**MATERIAL FOR THIS TASK**
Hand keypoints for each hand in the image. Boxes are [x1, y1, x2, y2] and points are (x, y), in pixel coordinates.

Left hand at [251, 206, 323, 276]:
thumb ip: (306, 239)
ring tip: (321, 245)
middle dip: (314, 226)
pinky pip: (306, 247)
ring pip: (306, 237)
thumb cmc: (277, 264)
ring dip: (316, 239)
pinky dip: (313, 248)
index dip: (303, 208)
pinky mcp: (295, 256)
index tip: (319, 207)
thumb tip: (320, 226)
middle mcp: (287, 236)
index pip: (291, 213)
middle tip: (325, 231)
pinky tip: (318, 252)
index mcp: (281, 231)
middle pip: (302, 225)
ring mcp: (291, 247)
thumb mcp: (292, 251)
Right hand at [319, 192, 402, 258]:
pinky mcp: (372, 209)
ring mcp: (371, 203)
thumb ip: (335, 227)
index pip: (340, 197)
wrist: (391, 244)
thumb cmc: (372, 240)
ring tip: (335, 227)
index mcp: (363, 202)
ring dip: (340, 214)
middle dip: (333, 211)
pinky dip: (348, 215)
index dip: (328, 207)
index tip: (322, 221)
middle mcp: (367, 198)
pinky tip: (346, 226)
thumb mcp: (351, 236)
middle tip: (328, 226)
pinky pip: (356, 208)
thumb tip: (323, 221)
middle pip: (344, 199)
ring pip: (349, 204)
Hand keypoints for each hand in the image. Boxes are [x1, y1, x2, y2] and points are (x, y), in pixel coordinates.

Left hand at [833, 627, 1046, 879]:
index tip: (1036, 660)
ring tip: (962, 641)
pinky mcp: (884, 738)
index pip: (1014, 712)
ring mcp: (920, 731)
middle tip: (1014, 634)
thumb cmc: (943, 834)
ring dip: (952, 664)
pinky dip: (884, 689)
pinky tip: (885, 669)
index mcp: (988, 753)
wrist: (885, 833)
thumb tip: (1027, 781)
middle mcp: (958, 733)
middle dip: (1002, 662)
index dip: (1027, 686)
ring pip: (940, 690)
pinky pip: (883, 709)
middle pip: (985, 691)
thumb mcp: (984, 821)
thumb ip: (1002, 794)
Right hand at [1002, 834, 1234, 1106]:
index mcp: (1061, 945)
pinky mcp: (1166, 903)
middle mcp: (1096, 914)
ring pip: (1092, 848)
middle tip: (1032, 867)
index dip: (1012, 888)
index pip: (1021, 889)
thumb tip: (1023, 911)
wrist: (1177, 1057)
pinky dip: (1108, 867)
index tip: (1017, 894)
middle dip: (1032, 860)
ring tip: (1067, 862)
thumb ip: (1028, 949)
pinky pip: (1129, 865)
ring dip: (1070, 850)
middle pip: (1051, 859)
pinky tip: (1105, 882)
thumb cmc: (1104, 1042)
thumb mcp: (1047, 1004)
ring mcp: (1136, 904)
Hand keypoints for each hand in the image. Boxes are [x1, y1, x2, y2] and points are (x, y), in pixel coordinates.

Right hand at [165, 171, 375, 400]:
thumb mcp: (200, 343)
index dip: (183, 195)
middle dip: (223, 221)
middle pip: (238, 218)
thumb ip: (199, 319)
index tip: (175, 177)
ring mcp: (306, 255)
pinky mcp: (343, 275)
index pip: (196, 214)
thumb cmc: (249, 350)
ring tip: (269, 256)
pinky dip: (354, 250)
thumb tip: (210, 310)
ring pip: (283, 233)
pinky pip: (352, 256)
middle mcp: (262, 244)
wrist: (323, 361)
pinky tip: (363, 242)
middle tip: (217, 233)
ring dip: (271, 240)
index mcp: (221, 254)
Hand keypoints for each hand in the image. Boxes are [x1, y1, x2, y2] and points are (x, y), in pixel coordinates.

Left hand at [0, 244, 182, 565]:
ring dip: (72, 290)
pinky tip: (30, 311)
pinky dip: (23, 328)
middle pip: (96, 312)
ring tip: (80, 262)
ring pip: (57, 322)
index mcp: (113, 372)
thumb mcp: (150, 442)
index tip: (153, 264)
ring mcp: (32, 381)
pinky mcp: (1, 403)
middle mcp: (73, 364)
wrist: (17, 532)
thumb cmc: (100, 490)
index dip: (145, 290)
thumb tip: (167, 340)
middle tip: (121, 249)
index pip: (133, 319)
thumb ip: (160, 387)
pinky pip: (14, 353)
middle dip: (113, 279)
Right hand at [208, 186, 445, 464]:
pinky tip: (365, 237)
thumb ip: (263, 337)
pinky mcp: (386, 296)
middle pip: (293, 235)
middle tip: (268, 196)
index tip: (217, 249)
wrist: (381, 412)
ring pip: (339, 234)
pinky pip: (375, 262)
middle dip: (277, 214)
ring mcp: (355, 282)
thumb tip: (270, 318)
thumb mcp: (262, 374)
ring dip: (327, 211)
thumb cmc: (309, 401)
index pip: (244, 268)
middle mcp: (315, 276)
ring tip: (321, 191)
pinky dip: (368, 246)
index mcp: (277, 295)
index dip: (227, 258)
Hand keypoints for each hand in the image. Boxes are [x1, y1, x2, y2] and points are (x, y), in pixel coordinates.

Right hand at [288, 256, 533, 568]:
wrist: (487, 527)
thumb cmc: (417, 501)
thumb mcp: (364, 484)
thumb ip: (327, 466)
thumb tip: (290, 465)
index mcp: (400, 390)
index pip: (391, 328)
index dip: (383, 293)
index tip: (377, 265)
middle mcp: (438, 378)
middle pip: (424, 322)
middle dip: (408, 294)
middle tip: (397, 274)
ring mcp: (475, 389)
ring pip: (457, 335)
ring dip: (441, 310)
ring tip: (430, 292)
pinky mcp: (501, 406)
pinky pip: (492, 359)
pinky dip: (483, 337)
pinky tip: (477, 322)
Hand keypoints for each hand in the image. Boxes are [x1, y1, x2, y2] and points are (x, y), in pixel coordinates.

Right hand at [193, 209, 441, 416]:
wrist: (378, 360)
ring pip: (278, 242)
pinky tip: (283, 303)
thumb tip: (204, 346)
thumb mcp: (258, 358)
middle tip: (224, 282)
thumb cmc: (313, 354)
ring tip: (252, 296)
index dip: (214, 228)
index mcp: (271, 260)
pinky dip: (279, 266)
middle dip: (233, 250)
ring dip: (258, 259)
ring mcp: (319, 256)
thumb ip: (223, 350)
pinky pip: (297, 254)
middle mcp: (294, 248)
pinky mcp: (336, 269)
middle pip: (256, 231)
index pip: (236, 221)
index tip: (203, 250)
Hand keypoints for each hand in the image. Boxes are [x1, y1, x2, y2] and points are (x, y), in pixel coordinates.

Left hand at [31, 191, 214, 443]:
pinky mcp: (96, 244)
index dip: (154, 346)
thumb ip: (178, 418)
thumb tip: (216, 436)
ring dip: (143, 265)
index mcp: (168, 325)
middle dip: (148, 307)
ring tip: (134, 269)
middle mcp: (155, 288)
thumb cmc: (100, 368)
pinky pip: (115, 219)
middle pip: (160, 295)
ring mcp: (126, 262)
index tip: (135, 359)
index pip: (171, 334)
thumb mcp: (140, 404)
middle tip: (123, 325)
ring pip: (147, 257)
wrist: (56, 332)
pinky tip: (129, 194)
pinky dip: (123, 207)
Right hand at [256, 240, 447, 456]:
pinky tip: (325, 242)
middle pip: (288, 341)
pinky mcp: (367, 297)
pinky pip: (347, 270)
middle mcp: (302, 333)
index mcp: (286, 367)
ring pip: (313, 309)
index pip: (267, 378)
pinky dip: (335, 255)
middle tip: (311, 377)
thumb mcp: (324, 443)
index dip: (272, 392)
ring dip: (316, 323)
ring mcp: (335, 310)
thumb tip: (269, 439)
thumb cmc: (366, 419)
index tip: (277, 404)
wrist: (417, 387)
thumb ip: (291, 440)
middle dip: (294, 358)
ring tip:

**TASK BRIEF**
Above are the records; repeat exactly the lines from the one holding "middle pip: (1051, 859)" down to the one holding "index dip: (227, 258)", end lines included.

**SOLUTION FOR THIS TASK**
middle pip: (1051, 859)
pinky tip: (1105, 882)
thumb cmc: (1104, 1042)
thumb mcp: (1047, 1004)
ring mcp: (1136, 904)
Hand keypoints for each hand in the image. Boxes are [x1, y1, x2, y2] and points are (x, y), in pixel coordinates.

Right hand at [165, 171, 375, 400]:
thumb mcp: (200, 343)
index dip: (183, 195)
middle dip: (223, 221)
middle pip: (238, 218)
thumb ip: (199, 319)
index tip: (175, 177)
ring mcp: (306, 255)
pinky mcp: (343, 275)
index pip: (196, 214)
thumb cmc: (249, 350)
ring tip: (269, 256)
pinky dip: (354, 250)
thumb tip: (210, 310)
ring pip: (283, 233)
pinky pip: (352, 256)
middle mcp: (262, 244)
wrist: (323, 361)
pinky tip: (363, 242)
middle tip: (217, 233)
ring dip: (271, 240)
index mcp: (221, 254)
Hand keypoints for each hand in the image. Boxes are [x1, y1, x2, y2] and points are (x, y), in pixel coordinates.

Left hand at [0, 244, 182, 565]:
ring dip: (72, 290)
pinky tip: (30, 311)
pinky dip: (23, 328)
middle pip: (96, 312)
ring tip: (80, 262)
ring pip: (57, 322)
index mcp: (113, 372)
thumb mcp: (150, 442)
index tip: (153, 264)
ring mcp: (32, 381)
pinky mcp: (1, 403)
middle mcp: (73, 364)
wrist: (17, 532)
thumb cmc: (100, 490)
index dip: (145, 290)
thumb tip: (167, 340)
middle tip: (121, 249)
index pip: (133, 319)
thumb ip: (160, 387)
pinky pip: (14, 353)
middle dip: (113, 279)
Right hand at [208, 186, 445, 464]:
pinky tip: (365, 237)
thumb ip: (263, 337)
pinky mcp: (386, 296)
middle pip: (293, 235)
middle tip: (268, 196)
index tip: (217, 249)
wrist: (381, 412)
ring pip: (339, 234)
pinky pip: (375, 262)
middle dip: (277, 214)
ring mcp: (355, 282)
thumb tip: (270, 318)
thumb mcp: (262, 374)
ring dip: (327, 211)
thumb cmc: (309, 401)
index pip: (244, 268)
middle mcp: (315, 276)
ring tip: (321, 191)
pinky dip: (368, 246)
index mcp: (277, 295)
index dip: (227, 258)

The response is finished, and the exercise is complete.